> Goal of the exercise
Provide only the number of lines in the records where "Jackson" appears.

Collected data entries:
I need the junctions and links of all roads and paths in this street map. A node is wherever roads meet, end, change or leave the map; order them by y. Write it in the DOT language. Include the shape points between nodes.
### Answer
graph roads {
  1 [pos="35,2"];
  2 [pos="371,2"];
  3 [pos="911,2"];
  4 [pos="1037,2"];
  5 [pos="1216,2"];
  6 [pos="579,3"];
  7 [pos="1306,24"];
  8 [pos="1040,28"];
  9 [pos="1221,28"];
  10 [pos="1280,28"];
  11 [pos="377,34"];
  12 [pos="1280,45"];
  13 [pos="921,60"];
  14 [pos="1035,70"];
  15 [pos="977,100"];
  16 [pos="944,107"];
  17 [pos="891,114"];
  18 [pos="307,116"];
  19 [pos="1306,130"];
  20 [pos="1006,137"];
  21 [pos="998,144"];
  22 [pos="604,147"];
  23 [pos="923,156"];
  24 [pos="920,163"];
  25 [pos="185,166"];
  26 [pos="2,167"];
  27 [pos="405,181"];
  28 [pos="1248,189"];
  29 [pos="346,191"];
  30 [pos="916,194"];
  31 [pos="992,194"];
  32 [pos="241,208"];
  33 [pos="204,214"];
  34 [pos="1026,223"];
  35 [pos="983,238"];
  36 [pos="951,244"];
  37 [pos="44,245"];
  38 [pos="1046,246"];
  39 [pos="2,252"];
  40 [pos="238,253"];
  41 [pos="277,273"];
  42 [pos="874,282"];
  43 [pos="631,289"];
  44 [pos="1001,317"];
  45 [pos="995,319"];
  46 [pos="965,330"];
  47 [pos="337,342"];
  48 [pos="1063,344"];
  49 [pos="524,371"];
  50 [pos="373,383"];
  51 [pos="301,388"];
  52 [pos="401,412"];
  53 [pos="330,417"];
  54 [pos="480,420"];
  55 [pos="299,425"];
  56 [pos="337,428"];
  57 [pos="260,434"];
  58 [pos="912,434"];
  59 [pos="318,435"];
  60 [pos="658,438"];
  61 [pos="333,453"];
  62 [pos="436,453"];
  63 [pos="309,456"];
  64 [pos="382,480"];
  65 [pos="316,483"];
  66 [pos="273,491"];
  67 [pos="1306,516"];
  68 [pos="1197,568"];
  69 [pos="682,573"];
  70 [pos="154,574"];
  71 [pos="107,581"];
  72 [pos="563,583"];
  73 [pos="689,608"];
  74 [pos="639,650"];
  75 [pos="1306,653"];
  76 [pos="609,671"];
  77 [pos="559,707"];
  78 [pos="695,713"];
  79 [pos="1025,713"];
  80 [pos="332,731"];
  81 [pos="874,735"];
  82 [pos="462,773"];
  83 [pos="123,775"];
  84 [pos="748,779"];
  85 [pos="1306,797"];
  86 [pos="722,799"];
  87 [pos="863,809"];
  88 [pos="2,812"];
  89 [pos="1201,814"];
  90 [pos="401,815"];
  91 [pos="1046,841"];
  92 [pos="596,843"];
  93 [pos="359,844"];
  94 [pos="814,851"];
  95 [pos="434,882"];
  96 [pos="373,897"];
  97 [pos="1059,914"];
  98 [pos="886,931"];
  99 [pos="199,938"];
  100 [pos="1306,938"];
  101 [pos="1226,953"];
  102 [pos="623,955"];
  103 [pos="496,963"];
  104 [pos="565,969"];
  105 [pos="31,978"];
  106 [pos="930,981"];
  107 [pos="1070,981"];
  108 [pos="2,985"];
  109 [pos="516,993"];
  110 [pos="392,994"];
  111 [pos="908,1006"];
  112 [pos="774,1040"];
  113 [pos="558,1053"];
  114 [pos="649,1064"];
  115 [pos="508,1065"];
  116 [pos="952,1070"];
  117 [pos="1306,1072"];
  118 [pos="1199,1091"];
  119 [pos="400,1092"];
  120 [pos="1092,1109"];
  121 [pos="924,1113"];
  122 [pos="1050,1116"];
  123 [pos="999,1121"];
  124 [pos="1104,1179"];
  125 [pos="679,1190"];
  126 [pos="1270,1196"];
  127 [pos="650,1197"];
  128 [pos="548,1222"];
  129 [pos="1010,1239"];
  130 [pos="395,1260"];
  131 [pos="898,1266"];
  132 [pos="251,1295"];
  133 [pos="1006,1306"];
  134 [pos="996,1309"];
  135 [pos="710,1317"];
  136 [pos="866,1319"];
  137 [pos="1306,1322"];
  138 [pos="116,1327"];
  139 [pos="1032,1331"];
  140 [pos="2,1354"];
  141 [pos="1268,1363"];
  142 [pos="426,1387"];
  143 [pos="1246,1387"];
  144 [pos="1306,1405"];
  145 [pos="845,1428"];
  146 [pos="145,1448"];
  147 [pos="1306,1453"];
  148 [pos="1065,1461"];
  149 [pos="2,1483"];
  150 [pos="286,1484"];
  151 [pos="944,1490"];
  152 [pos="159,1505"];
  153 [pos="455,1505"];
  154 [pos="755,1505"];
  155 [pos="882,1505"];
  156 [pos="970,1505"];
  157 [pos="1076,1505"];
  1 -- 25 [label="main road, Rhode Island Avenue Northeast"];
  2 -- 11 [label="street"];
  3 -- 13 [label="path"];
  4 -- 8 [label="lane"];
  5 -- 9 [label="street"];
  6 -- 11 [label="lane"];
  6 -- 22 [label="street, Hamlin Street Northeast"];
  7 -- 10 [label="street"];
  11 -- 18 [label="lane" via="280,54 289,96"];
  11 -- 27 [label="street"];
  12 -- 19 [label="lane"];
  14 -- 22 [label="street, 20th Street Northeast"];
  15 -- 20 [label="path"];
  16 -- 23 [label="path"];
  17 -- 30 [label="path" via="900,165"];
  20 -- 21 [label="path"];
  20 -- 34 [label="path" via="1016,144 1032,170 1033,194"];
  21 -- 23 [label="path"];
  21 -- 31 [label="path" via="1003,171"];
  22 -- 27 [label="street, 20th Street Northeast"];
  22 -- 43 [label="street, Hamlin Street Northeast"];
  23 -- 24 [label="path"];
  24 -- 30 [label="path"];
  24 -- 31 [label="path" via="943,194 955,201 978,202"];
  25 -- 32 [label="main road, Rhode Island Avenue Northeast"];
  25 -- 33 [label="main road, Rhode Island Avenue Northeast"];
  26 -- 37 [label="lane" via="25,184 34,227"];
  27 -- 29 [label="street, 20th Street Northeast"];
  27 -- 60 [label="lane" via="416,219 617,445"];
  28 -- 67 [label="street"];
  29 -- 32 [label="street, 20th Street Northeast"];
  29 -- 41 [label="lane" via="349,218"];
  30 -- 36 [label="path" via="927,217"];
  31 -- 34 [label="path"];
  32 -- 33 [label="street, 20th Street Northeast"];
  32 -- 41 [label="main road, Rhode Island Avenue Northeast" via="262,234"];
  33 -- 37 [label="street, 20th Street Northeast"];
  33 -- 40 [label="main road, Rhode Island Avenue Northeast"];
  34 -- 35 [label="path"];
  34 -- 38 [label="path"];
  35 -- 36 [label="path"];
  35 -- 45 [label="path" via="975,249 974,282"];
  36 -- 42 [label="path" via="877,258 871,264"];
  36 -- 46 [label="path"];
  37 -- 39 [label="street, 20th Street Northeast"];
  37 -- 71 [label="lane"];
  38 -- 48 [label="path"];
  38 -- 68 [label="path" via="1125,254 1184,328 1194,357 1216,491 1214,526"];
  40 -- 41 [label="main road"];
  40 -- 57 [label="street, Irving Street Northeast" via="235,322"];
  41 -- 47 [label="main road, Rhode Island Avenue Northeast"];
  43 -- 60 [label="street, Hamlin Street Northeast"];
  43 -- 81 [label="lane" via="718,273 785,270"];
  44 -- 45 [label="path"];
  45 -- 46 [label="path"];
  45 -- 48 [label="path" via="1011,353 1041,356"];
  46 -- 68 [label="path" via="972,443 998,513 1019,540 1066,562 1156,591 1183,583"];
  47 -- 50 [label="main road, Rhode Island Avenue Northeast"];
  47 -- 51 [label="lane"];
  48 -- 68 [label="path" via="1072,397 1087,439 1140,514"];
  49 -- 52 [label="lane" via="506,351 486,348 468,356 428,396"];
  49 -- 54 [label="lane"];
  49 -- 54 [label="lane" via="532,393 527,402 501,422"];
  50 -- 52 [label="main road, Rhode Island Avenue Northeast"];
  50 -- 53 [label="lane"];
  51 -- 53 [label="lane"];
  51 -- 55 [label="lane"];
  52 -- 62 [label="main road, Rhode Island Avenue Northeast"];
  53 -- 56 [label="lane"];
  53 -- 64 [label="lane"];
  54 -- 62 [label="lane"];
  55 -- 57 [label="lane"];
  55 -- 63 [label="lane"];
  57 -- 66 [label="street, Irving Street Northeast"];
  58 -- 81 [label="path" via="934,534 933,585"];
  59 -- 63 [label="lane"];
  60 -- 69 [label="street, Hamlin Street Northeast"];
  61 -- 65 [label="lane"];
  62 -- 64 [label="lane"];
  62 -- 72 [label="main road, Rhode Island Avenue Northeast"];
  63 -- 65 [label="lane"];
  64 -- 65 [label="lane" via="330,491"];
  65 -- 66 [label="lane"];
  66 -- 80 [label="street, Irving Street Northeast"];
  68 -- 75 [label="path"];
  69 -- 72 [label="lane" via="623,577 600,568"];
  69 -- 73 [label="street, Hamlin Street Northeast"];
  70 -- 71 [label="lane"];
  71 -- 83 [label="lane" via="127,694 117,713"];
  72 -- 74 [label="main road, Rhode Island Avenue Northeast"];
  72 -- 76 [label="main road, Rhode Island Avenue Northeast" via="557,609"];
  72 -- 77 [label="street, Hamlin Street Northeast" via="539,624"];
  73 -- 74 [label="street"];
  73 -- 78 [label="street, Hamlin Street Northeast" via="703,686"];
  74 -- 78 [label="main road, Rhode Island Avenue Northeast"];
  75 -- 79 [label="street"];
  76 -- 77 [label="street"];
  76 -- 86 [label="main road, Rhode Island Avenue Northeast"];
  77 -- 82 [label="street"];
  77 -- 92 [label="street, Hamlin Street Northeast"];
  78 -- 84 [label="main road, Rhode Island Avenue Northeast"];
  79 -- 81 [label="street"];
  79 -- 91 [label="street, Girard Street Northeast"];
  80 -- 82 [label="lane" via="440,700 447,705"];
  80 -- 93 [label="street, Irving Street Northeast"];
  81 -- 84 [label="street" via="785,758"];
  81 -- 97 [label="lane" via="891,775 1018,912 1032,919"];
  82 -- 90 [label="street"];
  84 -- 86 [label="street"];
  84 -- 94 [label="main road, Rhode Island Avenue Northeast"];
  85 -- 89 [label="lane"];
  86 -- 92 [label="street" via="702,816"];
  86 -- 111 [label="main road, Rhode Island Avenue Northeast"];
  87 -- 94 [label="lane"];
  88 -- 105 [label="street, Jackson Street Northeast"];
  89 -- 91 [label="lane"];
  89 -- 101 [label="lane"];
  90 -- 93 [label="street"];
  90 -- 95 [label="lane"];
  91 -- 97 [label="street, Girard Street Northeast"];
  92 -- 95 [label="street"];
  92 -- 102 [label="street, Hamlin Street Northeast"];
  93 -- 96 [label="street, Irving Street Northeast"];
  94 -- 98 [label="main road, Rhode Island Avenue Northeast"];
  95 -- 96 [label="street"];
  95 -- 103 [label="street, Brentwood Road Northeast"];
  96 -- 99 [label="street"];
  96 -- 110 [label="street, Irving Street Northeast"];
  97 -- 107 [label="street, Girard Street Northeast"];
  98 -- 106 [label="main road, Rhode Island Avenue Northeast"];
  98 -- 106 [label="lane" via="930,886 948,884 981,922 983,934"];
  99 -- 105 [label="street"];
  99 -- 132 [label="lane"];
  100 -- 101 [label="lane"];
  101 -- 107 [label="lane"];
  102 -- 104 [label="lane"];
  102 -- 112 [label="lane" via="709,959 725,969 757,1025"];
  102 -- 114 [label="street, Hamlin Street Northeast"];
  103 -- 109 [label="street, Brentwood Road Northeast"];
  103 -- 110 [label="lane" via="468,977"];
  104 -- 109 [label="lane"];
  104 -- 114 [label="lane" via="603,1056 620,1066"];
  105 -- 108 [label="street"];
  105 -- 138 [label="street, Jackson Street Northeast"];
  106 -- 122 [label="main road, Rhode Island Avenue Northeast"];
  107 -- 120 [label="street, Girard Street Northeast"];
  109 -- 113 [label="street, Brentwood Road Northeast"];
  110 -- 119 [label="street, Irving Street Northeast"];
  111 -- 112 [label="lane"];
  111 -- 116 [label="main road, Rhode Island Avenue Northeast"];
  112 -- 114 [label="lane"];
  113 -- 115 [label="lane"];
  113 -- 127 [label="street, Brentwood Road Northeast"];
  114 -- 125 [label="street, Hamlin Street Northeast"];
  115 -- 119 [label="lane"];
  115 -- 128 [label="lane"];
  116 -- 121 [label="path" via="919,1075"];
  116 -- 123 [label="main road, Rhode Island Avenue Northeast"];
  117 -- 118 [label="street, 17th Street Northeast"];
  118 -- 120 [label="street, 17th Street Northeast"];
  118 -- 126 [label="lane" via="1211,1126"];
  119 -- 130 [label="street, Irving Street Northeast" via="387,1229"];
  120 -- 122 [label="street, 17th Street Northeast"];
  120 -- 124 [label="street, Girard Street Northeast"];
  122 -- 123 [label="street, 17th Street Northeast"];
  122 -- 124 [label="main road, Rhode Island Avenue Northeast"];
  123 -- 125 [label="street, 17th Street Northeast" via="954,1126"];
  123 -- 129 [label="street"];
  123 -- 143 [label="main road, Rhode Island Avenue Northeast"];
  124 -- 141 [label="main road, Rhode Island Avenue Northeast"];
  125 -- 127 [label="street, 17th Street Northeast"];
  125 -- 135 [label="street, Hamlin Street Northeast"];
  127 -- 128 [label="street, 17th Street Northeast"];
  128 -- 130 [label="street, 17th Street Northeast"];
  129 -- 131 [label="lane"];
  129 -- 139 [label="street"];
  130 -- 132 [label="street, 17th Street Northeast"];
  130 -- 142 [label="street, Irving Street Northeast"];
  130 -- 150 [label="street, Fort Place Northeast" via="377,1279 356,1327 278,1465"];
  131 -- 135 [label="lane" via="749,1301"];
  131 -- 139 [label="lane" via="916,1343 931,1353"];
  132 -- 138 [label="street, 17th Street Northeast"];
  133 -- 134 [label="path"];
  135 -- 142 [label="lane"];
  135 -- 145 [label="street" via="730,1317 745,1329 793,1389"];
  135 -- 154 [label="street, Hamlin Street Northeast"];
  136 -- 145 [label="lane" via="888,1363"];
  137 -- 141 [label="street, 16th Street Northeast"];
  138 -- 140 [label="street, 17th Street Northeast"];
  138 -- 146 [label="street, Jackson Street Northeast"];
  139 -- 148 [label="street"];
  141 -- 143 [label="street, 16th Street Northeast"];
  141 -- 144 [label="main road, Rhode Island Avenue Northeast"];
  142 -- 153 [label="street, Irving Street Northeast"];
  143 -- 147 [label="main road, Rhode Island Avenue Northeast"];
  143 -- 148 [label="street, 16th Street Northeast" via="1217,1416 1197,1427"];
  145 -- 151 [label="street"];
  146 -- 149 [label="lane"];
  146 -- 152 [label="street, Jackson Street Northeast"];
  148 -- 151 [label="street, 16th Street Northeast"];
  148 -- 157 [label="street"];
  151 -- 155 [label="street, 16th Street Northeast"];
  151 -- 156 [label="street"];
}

> Problem solution
4